En este primer domingo de Cuaresma escuchamos sobre las tentaciones de
Jesus. Antes de ver sus tentaciones, me gustaria hablar de tentaciones
que conocemos mejor: las nuestras.
La comunidad hispana de Santa Maria hizo una obra que ayuda a entender
tentaciones humanas. Es sobre una pastorcita que va a Belen. El diablo
quiere prevenir que ella adore a Jesus. Lo que hace es enviar siete
tentaciones.
El diablo comienza con el pecado capital que parece mas poderoso: la
lujuria. Le dice, "Yo puedo causar que los hombres se caigan a tus
pies." Avaricia sigue: "Puedo ayudar a conseguir mucho dinero." Envidia
y ira se juntas: "Puedes tener venganza contra ellas que se burlaban de
ti." La gula, con bolsas de comida chatarra, dice, "PUedes comer lo que
quieres." Y mejor que todo, la flojera dice, "Not tendras que trabajar
mas."
Cada tentacion parece irresistible, especialmente la tentacion raiz:
soberbia o vanidad. La pastorica parece sin poder. Pero Dios envia
ayuda: San Miguel el Arcangel llega para luchar contra Satanas. Ella
mira mientras los dos pelean. Al fin, Miguel vence a Satanas - y el
diablo desaparce junto con las tentaciones. Ella esta sola con Miguel.
Su nombre significa, "Quien es como Dios?"
Quien es como Dios? El diablo le decia que podia ser una pequena diosa,
haciendo lo que le daba las ganas.

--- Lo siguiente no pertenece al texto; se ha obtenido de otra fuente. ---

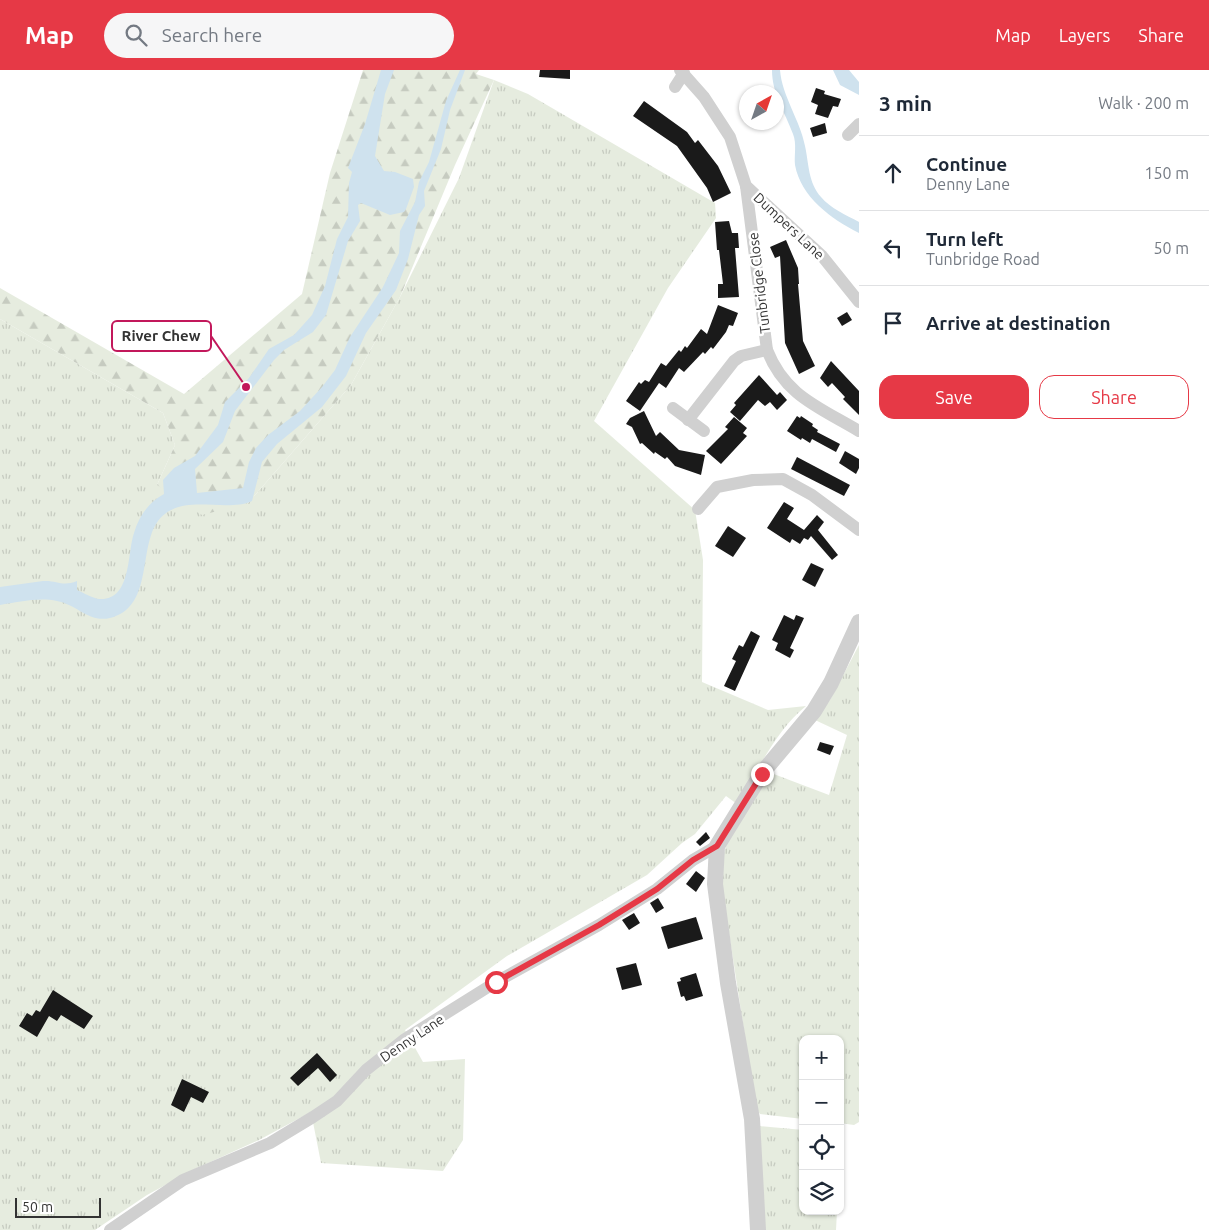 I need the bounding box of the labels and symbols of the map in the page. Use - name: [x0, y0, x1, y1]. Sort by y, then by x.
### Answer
- north arrow: [739, 85, 784, 130]
- street label: Dumpers Lane: [750, 189, 828, 263]
- street label: Tunbridge Close: [745, 232, 773, 334]
- callout: River Chew: [112, 321, 211, 351]
- text: River Chew: [122, 327, 201, 344]
- route end: [751, 763, 774, 786]
- route start: [485, 971, 508, 994]
- street label: Denny Lane: [377, 1011, 447, 1065]
- scale bar: [15, 1195, 101, 1218] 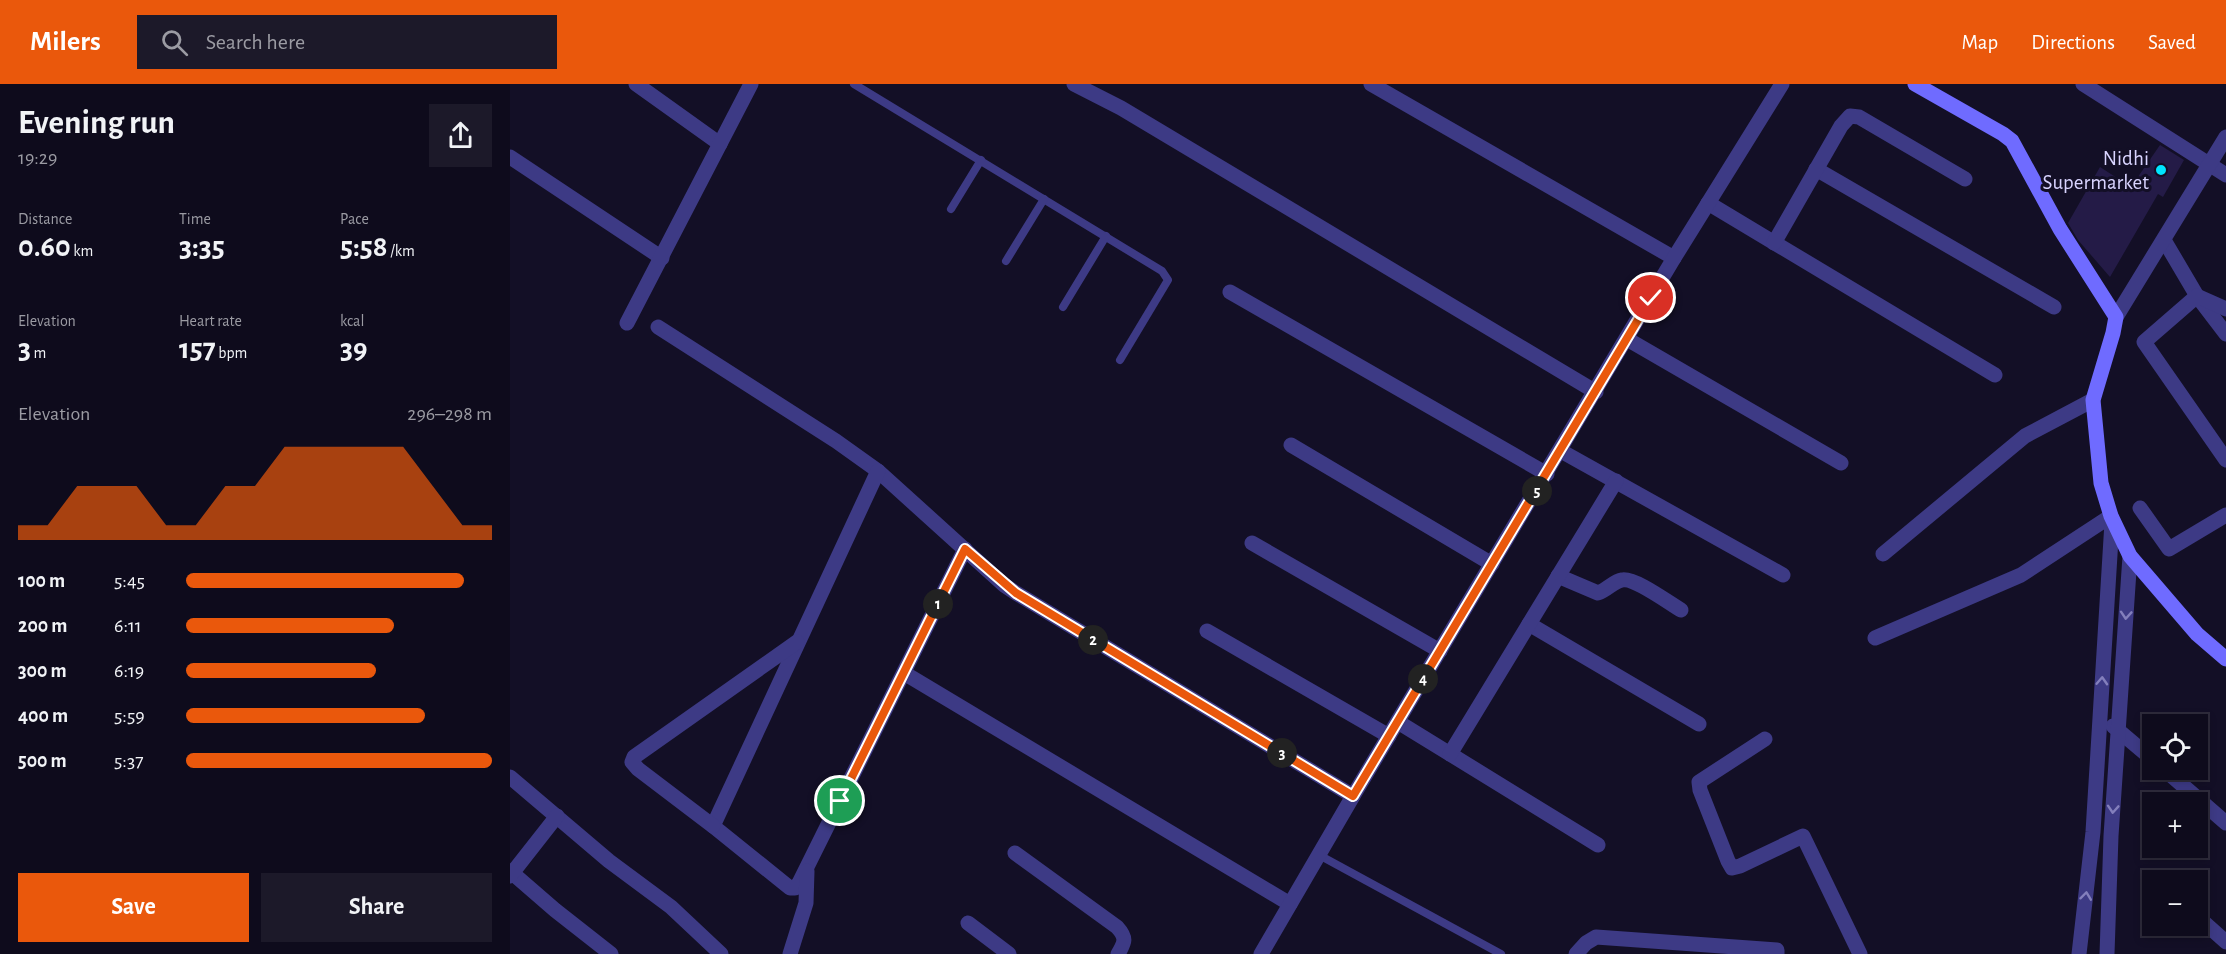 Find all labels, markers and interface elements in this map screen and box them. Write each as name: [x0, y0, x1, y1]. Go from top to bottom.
search box: [137, 15, 557, 69]
icon: search: [158, 26, 191, 59]
text: Milers: [30, 28, 101, 56]
text: Search here: [206, 31, 305, 53]
text: Map: [1962, 32, 1998, 53]
text: Directions: [2031, 32, 2115, 53]
text: Saved: [2148, 32, 2196, 53]
button: share: [429, 104, 492, 167]
text: Evening run: [18, 107, 175, 140]
text: 19:29: [18, 148, 57, 168]
place label: Nidhi Supermarket: [2043, 148, 2149, 193]
marker: Nidhi Supermarket: [2154, 163, 2168, 177]
text: Distance: [18, 211, 72, 227]
text: Time: [179, 211, 211, 227]
text: Pace: [340, 211, 369, 227]
text: 0.60: [18, 232, 71, 262]
text: 3:35: [179, 232, 225, 262]
text: 5:58: [340, 232, 388, 262]
text: km: [71, 243, 93, 259]
text: /km: [388, 243, 415, 259]
pin: [1625, 272, 1676, 323]
icon: check: [1634, 281, 1667, 314]
text: Elevation: [18, 313, 76, 329]
text: Heart rate: [179, 313, 242, 329]
text: kcal: [340, 313, 364, 329]
text: 3: [18, 334, 31, 364]
text: 157: [179, 334, 216, 364]
text: 39: [340, 334, 367, 364]
text: m: [31, 345, 46, 361]
text: bpm: [216, 345, 247, 361]
text: Elevation: [18, 404, 90, 424]
text: 296–298 m: [407, 404, 492, 424]
pin: 5: [1522, 476, 1552, 506]
text: 5: [1534, 483, 1540, 499]
text: 100 m: [18, 571, 65, 591]
text: 5:45: [114, 571, 145, 591]
pin: 1: [923, 589, 953, 619]
text: 1: [935, 596, 941, 612]
one-way arrow: [2120, 610, 2133, 619]
text: 200 m: [18, 616, 67, 636]
text: 6:11: [114, 616, 142, 636]
pin: 2: [1078, 625, 1108, 655]
text: 2: [1089, 632, 1097, 648]
text: 300 m: [18, 661, 67, 681]
text: 6:19: [114, 661, 144, 681]
pin: 4: [1408, 664, 1438, 694]
text: 4: [1419, 671, 1427, 687]
one-way arrow: [2095, 676, 2108, 685]
text: 400 m: [18, 706, 68, 726]
text: 5:59: [114, 706, 145, 726]
map controls: [2142, 714, 2208, 936]
button: locate: [2142, 714, 2208, 780]
pin: 3: [1267, 738, 1297, 768]
text: 3: [1279, 745, 1285, 761]
text: 500 m: [18, 751, 67, 771]
text: 5:37: [114, 751, 144, 771]
pin: [814, 775, 865, 826]
icon: arrive: [823, 784, 856, 817]
button: +: [2142, 792, 2208, 858]
one-way arrow: [2107, 805, 2120, 814]
button: −: [2142, 870, 2208, 936]
button: Save: [18, 873, 249, 942]
button: Share: [261, 873, 492, 942]
one-way arrow: [2079, 891, 2092, 900] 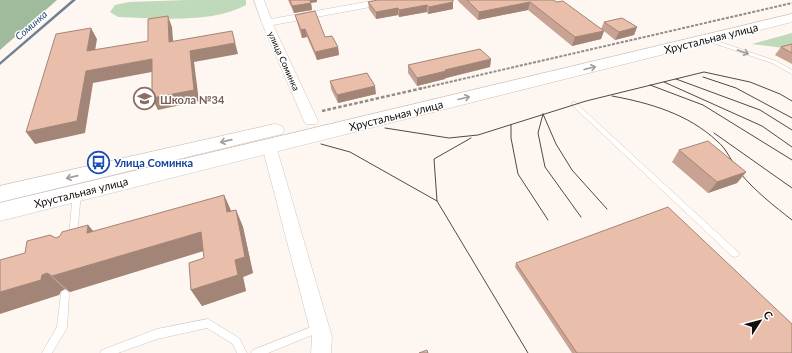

Desde luego, Satanas no querria
darle libertad, sino hacerle una esclava. Dios, al contrario, si,
requiere algo de sacrificio, pero al final da verdadera libertad: la
libertad de los hijos de Dios. Quien es como Dios?
Asi responde Jesus a las tentaciones del diablo - como vemos hoy. Hay
que entender que Jesus - a pesar de ser Dios por naturaleza - se
humillo y se hizo uno de nosotros. En su humanidad, experimento la
plena fuerza de la tentacion.
A cada tentacion, responde, exaltando a Dios: No solo de pan vive el
hombre - sino por la palabra de Dios. Adoraras al Senor, tu Dios, y a
el solo serviras. No tentaras al Senor tu Dios. Es decir, no actuar
imprudentemente, pensando que no importa lo que tu haces, tienes a Dios
en tu bolsillo. No. Dios es Dios. Te tiene en sus manos, no el
contrario. No es tu juguete. Dios es tan superior a ti (y a mi) que un
arcangel sobre un gusano. Quien es como Dios?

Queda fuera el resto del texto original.